* **WHAT YOU NEED TO DO**: Every line below that contains "main" is to be copied.

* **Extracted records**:
---

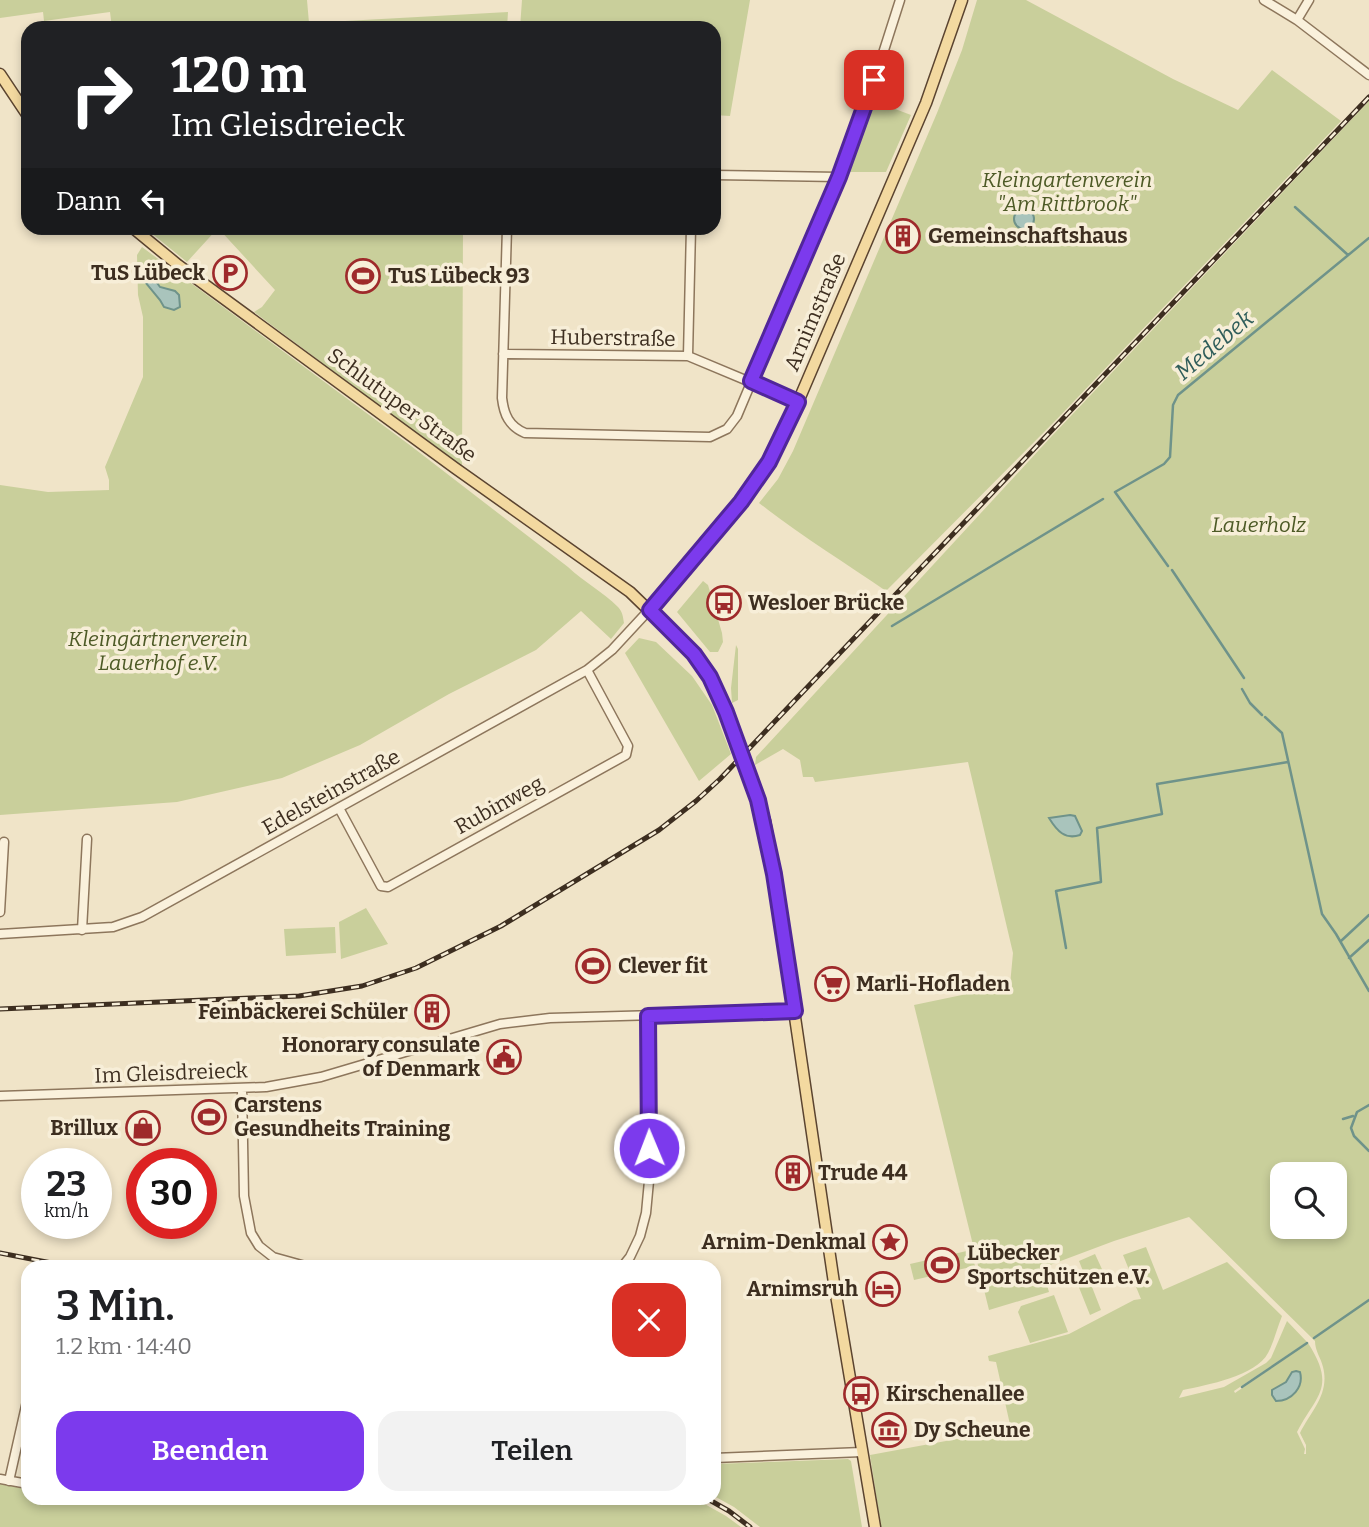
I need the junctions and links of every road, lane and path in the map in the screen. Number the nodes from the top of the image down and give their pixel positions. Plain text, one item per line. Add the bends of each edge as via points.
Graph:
1 (900, 0) edge
2 (962, 0) edge
3 (1264, 0) edge
4 (1309, 0) edge
5 (1297, 20) junction
6 (0, 74) edge
7 (1369, 75) edge
8 (21, 106) edge
9 (721, 175) edge
10 (839, 177) junction
11 (142, 235) edge
12 (507, 235) edge
13 (691, 235) edge
14 (503, 354) junction
15 (688, 356) junction
16 (751, 381) junction
17 (798, 402) junction
18 (650, 610) junction
19 (587, 670) junction
20 (339, 808) junction
21 (87, 839) dead end
22 (4, 842) dead end
23 (0, 912) edge
24 (82, 930) junction
25 (0, 934) edge
26 (795, 1011) junction
27 (648, 1016) junction
28 (242, 1089) junction
29 (0, 1096) edge
30 (284, 1260) edge
31 (628, 1260) edge
32 (21, 1421) edge
33 (862, 1452) junction
34 (721, 1458) edge
35 (4, 1480) edge
36 (875, 1527) edge

1 - 10 street
2 - 17 main road, Arnimstraße via 926,103
3 - 5 street
4 - 5 street
5 - 7 street
6 - 8 main road
9 - 10 street
10 - 16 street
11 - 18 main road, Schlutuper Straße
12 - 14 street
13 - 15 street
14 - 15 street, Huberstraße
14 - 16 street via 503,409 514,429 525,433 709,438 727,429
15 - 16 street, Huberstraße
16 - 17 street, Huberstraße
17 - 18 main road, Arnimstraße via 769,462 741,502
18 - 19 street, Edelsteinstraße
18 - 26 main road, Schlutuper Straße, bridge via 710,677 748,771 765,821
19 - 20 street, Edelsteinstraße
19 - 20 street, Rubinweg via 628,746 626,755 384,888
20 - 24 street, Edelsteinstraße via 142,917 118,926
21 - 24 street
22 - 23 street
24 - 25 street, Edelsteinstraße
26 - 27 street, Im Gleisdreieck
26 - 33 main road, Schlutuper Straße
27 - 28 street, Im Gleisdreieck via 500,1024 321,1077
27 - 31 street via 649,1181 640,1236
28 - 29 street, Im Gleisdreieck
28 - 30 street via 244,1196 251,1233 259,1246
32 - 35 street
33 - 34 street
33 - 36 main road, Schlutuper Straße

---

* **WORKED SOLUTION**:
2 - 17 main road, Arnimstraße via 926,103
6 - 8 main road
11 - 18 main road, Schlutuper Straße
17 - 18 main road, Arnimstraße via 769,462 741,502
18 - 26 main road, Schlutuper Straße, bridge via 710,677 748,771 765,821
26 - 33 main road, Schlutuper Straße
33 - 36 main road, Schlutuper Straße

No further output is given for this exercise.